American Airlines signs IBM Cloud deal

Daniel Henry, Vice President Customer Technology and Enterprise Architecture, American Airlines
Daniel Henry, Vice President Customer Technology and Enterprise Architecture, American Airlines

American Airlines is to use IBM Cloud as the foundation for its cloud transformation. The goal is to transform the IT systems at AA to speed up processes, improve resilience and handle peak traffic. This is not AA’s first deal with IBM about cloud. It signed a strategic cloud partnership with IBM last year.

Daniel Henry, Vice President Customer Technology and Enterprise Architecture, American Airlines said: In selecting the right cloud partner for American, we wanted to ensure the provider would be a champion of Cloud Foundry and open-source technologies so we dont get locked down by proprietary solutions. We also wanted a partner that would offer us the agility to innovate at the organizational and process levels and have deep industry expertise with security at its core. We feel confident that IBM is the right long-term partner to not only provide the public cloud platform, but also enable our delivery transformation.

What does the deal cover?

This deal follows on from AA’s earlier deal with IBM. It will see a number of critical applications move to the cloud. These include its customer-facing mobile app and global network of check-in kiosks. AA’s cargo operations will also move to the IBM Cloud.

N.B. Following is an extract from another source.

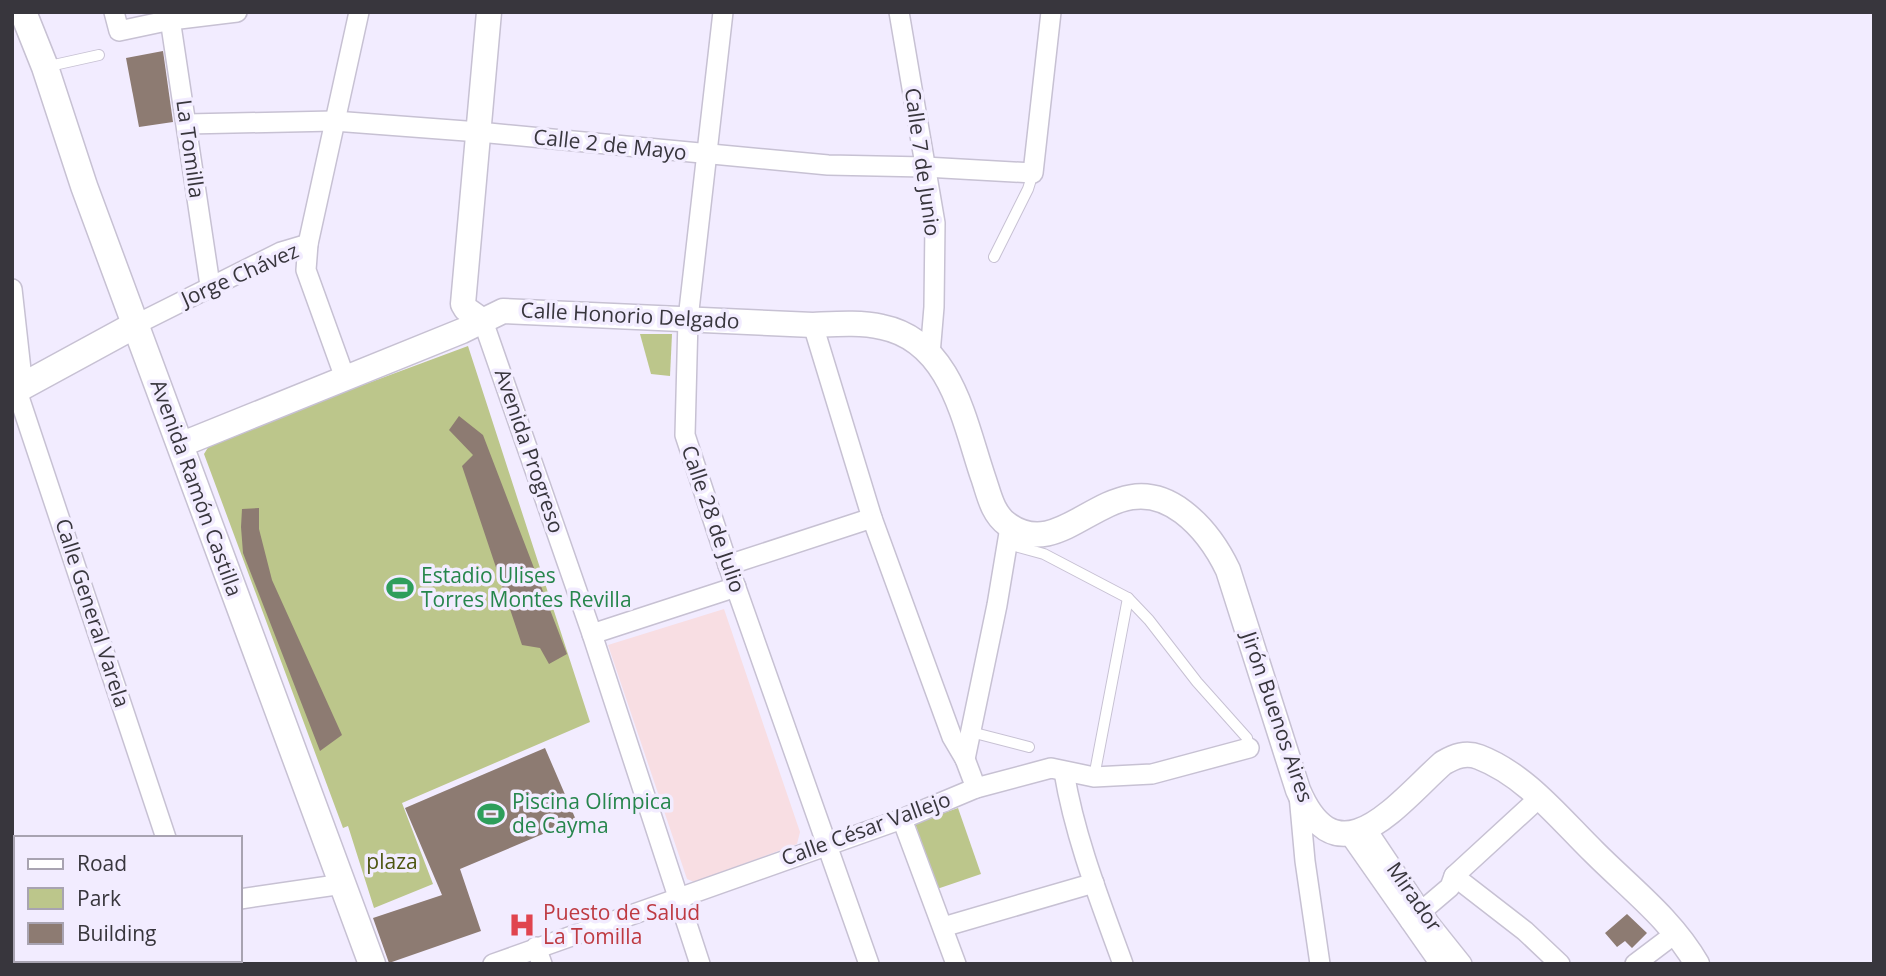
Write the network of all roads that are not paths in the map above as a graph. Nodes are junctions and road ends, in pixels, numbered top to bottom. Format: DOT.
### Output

This is not just a lift and shift exercise. Importantly both companies have made it clear that the applications will be rewritten. They will sit on Bluemix, IBM’s Platform as a Service (PaaS) product. There will also be a new cloud-native architecture for all future software development at AA. The deal also talks about support for micro-services, DevOps and lean development.

What is not clear is whether this deal also covers AA’s mainframe products which currently run on IBM hardware. IBM has already deployed IBM z Systems and LinuxONE systems inside its cloud company, SoftLayer. There are also a number of third party cloud providers who are able to provide cloud via IBM z Systems and LinuxONE. If this deal does cover that then it is likely that those systems won’t begin to migrate until IBM launches the z14 later this year.

What does this mean?

There is a lot of detail missing from this announcement. For example how much will be pure cloud and how much hybrid cloud? Where will the data be kept? This latter is critical given the amount of data gathered by airlines and then shared with national intelligence agencies.

Rewriting all the apps to a new cloud architecture is a big decision. It is one that should deliver significant benefits not least in terms of performance and cost savings. AA will also hope that moving its customer facing systems to the cloud will improve resilience and provide scalability. These are both critical issues for AA which has suffered a number of embarrassing outages over the last year.

Many of AA’s competitors and partners, including AIG Group, owner of British Airways have had their own IT issues lately. Many of them have already taken steps to outsource their IT with varying degrees of success. If the rewrite of AA’s systems goes smoothly then other may well follow suit. IBM has a good penetration of airlines with its z Systems products and would be able to use its experience here to migrate other companies. It will be interesting to see how this develops.